*Requirement*. Leaving out every picture, output the records below exactly as they are.
** Data provided follows **
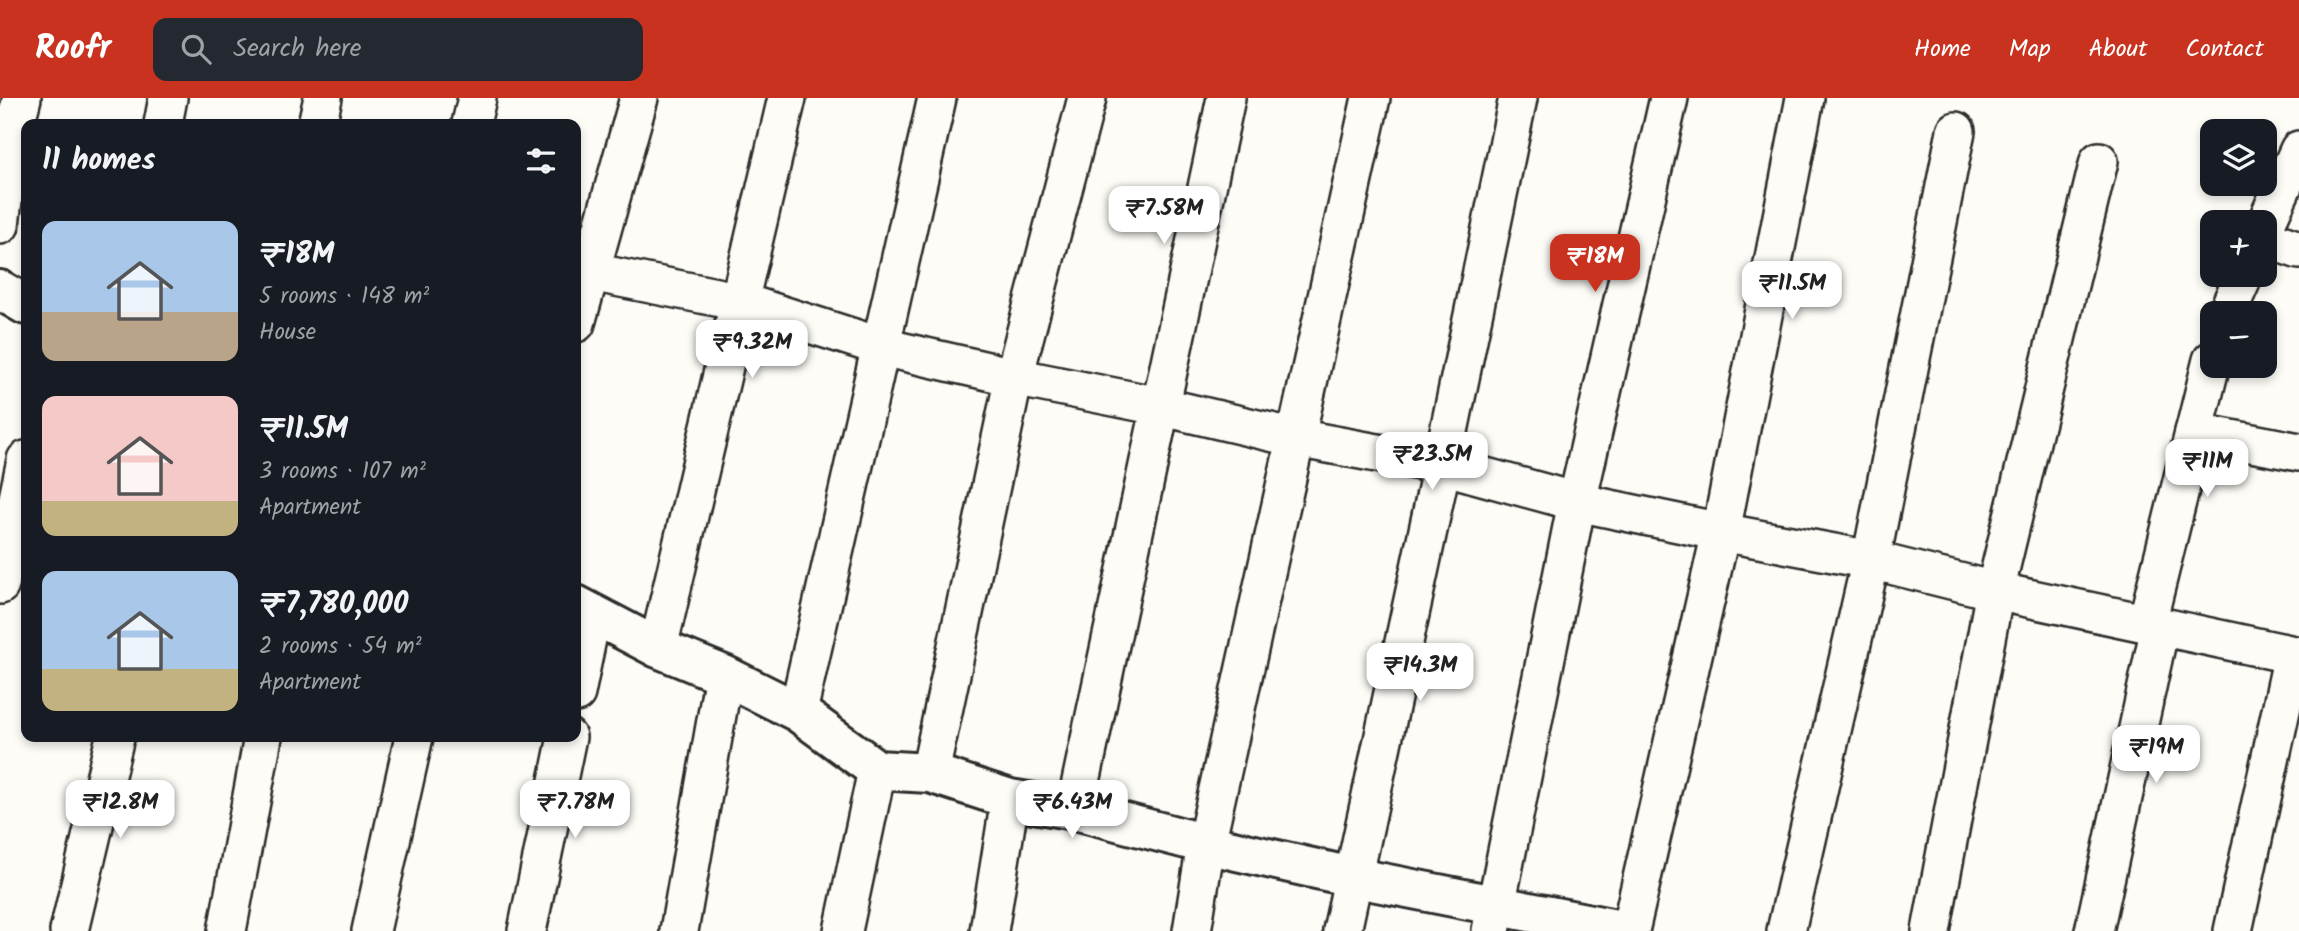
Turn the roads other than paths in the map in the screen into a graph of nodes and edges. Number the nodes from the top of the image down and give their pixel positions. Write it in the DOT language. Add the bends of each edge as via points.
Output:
graph roads {
  1 [pos="22,98"];
  2 [pos="168,98"];
  3 [pos="323,98"];
  4 [pos="477,98"];
  5 [pos="639,98"];
  6 [pos="786,98"];
  7 [pos="937,98"];
  8 [pos="1087,98"];
  9 [pos="1226,98"];
  10 [pos="1371,98"];
  11 [pos="1518,98"];
  12 [pos="1669,98"];
  13 [pos="1805,98"];
  14 [pos="164,119"];
  15 [pos="318,119"];
  16 [pos="472,119"];
  17 [pos="1956,131"];
  18 [pos="2299,149"];
  19 [pos="18,150"];
  20 [pos="2099,162"];
  21 [pos="2272,210"];
  22 [pos="0,225"];
  23 [pos="2277,242"];
  24 [pos="2299,250"];
  25 [pos="582,270"];
  26 [pos="0,290"];
  27 [pos="21,302"];
  28 [pos="741,302"];
  29 [pos="883,347"];
  30 [pos="1014,377"];
  31 [pos="2208,378"];
  32 [pos="1159,406"];
  33 [pos="2194,432"];
  34 [pos="1296,438"];
  35 [pos="2299,452"];
  36 [pos="1442,464"];
  37 [pos="21,484"];
  38 [pos="1577,502"];
  39 [pos="1721,532"];
  40 [pos="1871,559"];
  41 [pos="0,585"];
  42 [pos="1995,591"];
  43 [pos="584,610"];
  44 [pos="2153,625"];
  45 [pos="581,641"];
  46 [pos="658,648"];
  47 [pos="2296,656"];
  48 [pos="724,675"];
  49 [pos="798,712"];
  50 [pos="114,742"];
  51 [pos="262,742"];
  52 [pos="413,742"];
  53 [pos="566,742"];
  54 [pos="877,770"];
  55 [pos="930,773"];
  56 [pos="1010,799"];
  57 [pos="1075,810"];
  58 [pos="1206,845"];
  59 [pos="1352,877"];
  60 [pos="1494,917"];
  61 [pos="69,931"];
  62 [pos="227,931"];
  63 [pos="371,931"];
  64 [pos="527,931"];
  65 [pos="679,931"];
  66 [pos="843,931"];
  67 [pos="989,931"];
  68 [pos="1192,931"];
  69 [pos="1342,931"];
  70 [pos="1628,931"];
  71 [pos="1786,931"];
  72 [pos="1931,931"];
  73 [pos="2094,931"];
  74 [pos="2233,931"];
  1 -- 19 [label="street"];
  2 -- 14 [label="street"];
  3 -- 15 [label="street"];
  4 -- 16 [label="street"];
  5 -- 25 [label="street"];
  6 -- 28 [label="street"];
  7 -- 29 [label="street"];
  8 -- 30 [label="street"];
  9 -- 32 [label="street"];
  10 -- 34 [label="street"];
  11 -- 36 [label="street"];
  12 -- 38 [label="street"];
  13 -- 39 [label="street"];
  17 -- 40 [label="street"];
  18 -- 21 [label="street"];
  19 -- 22 [label="street"];
  20 -- 42 [label="street"];
  23 -- 24 [label="street"];
  25 -- 28 [label="street"];
  26 -- 27 [label="street"];
  28 -- 29 [label="street"];
  28 -- 46 [label="street"];
  29 -- 30 [label="street"];
  29 -- 49 [label="street"];
  30 -- 32 [label="street"];
  30 -- 55 [label="street"];
  31 -- 33 [label="street"];
  32 -- 34 [label="street"];
  32 -- 57 [label="street"];
  33 -- 35 [label="street"];
  33 -- 44 [label="street"];
  34 -- 36 [label="street"];
  34 -- 58 [label="street"];
  36 -- 38 [label="street"];
  36 -- 59 [label="street"];
  37 -- 41 [label="street"];
  38 -- 39 [label="street"];
  38 -- 60 [label="street"];
  39 -- 40 [label="street"];
  39 -- 70 [label="street"];
  40 -- 42 [label="street"];
  40 -- 71 [label="street"];
  42 -- 44 [label="street"];
  42 -- 72 [label="street"];
  43 -- 45 [label="street"];
  43 -- 46 [label="street"];
  44 -- 47 [label="street"];
  44 -- 73 [label="street"];
  46 -- 48 [label="street"];
  47 -- 74 [label="street"];
  48 -- 49 [label="street"];
  48 -- 65 [label="street"];
  49 -- 54 [label="street"];
  50 -- 61 [label="street"];
  51 -- 62 [label="street"];
  52 -- 63 [label="street"];
  53 -- 64 [label="street"];
  54 -- 55 [label="street"];
  54 -- 66 [label="street"];
  55 -- 56 [label="street"];
  56 -- 57 [label="street"];
  56 -- 67 [label="street"];
  57 -- 58 [label="street"];
  58 -- 59 [label="street"];
  58 -- 68 [label="street"];
  59 -- 60 [label="street"];
  59 -- 69 [label="street"];
  60 -- 70 [label="street"];
}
** End of Data provided **
*Response*.
Turn the roads other than paths in the map in the screen into a graph of nodes and edges. Number the nodes from the top of the image down and give their pixel positions. Write it in the DOT language. Add the bends of each edge as via points.
Output:
graph roads {
  1 [pos="22,98"];
  2 [pos="168,98"];
  3 [pos="323,98"];
  4 [pos="477,98"];
  5 [pos="639,98"];
  6 [pos="786,98"];
  7 [pos="937,98"];
  8 [pos="1087,98"];
  9 [pos="1226,98"];
  10 [pos="1371,98"];
  11 [pos="1518,98"];
  12 [pos="1669,98"];
  13 [pos="1805,98"];
  14 [pos="164,119"];
  15 [pos="318,119"];
  16 [pos="472,119"];
  17 [pos="1956,131"];
  18 [pos="2299,149"];
  19 [pos="18,150"];
  20 [pos="2099,162"];
  21 [pos="2272,210"];
  22 [pos="0,225"];
  23 [pos="2277,242"];
  24 [pos="2299,250"];
  25 [pos="582,270"];
  26 [pos="0,290"];
  27 [pos="21,302"];
  28 [pos="741,302"];
  29 [pos="883,347"];
  30 [pos="1014,377"];
  31 [pos="2208,378"];
  32 [pos="1159,406"];
  33 [pos="2194,432"];
  34 [pos="1296,438"];
  35 [pos="2299,452"];
  36 [pos="1442,464"];
  37 [pos="21,484"];
  38 [pos="1577,502"];
  39 [pos="1721,532"];
  40 [pos="1871,559"];
  41 [pos="0,585"];
  42 [pos="1995,591"];
  43 [pos="584,610"];
  44 [pos="2153,625"];
  45 [pos="581,641"];
  46 [pos="658,648"];
  47 [pos="2296,656"];
  48 [pos="724,675"];
  49 [pos="798,712"];
  50 [pos="114,742"];
  51 [pos="262,742"];
  52 [pos="413,742"];
  53 [pos="566,742"];
  54 [pos="877,770"];
  55 [pos="930,773"];
  56 [pos="1010,799"];
  57 [pos="1075,810"];
  58 [pos="1206,845"];
  59 [pos="1352,877"];
  60 [pos="1494,917"];
  61 [pos="69,931"];
  62 [pos="227,931"];
  63 [pos="371,931"];
  64 [pos="527,931"];
  65 [pos="679,931"];
  66 [pos="843,931"];
  67 [pos="989,931"];
  68 [pos="1192,931"];
  69 [pos="1342,931"];
  70 [pos="1628,931"];
  71 [pos="1786,931"];
  72 [pos="1931,931"];
  73 [pos="2094,931"];
  74 [pos="2233,931"];
  1 -- 19 [label="street"];
  2 -- 14 [label="street"];
  3 -- 15 [label="street"];
  4 -- 16 [label="street"];
  5 -- 25 [label="street"];
  6 -- 28 [label="street"];
  7 -- 29 [label="street"];
  8 -- 30 [label="street"];
  9 -- 32 [label="street"];
  10 -- 34 [label="street"];
  11 -- 36 [label="street"];
  12 -- 38 [label="street"];
  13 -- 39 [label="street"];
  17 -- 40 [label="street"];
  18 -- 21 [label="street"];
  19 -- 22 [label="street"];
  20 -- 42 [label="street"];
  23 -- 24 [label="street"];
  25 -- 28 [label="street"];
  26 -- 27 [label="street"];
  28 -- 29 [label="street"];
  28 -- 46 [label="street"];
  29 -- 30 [label="street"];
  29 -- 49 [label="street"];
  30 -- 32 [label="street"];
  30 -- 55 [label="street"];
  31 -- 33 [label="street"];
  32 -- 34 [label="street"];
  32 -- 57 [label="street"];
  33 -- 35 [label="street"];
  33 -- 44 [label="street"];
  34 -- 36 [label="street"];
  34 -- 58 [label="street"];
  36 -- 38 [label="street"];
  36 -- 59 [label="street"];
  37 -- 41 [label="street"];
  38 -- 39 [label="street"];
  38 -- 60 [label="street"];
  39 -- 40 [label="street"];
  39 -- 70 [label="street"];
  40 -- 42 [label="street"];
  40 -- 71 [label="street"];
  42 -- 44 [label="street"];
  42 -- 72 [label="street"];
  43 -- 45 [label="street"];
  43 -- 46 [label="street"];
  44 -- 47 [label="street"];
  44 -- 73 [label="street"];
  46 -- 48 [label="street"];
  47 -- 74 [label="street"];
  48 -- 49 [label="street"];
  48 -- 65 [label="street"];
  49 -- 54 [label="street"];
  50 -- 61 [label="street"];
  51 -- 62 [label="street"];
  52 -- 63 [label="street"];
  53 -- 64 [label="street"];
  54 -- 55 [label="street"];
  54 -- 66 [label="street"];
  55 -- 56 [label="street"];
  56 -- 57 [label="street"];
  56 -- 67 [label="street"];
  57 -- 58 [label="street"];
  58 -- 59 [label="street"];
  58 -- 68 [label="street"];
  59 -- 60 [label="street"];
  59 -- 69 [label="street"];
  60 -- 70 [label="street"];
}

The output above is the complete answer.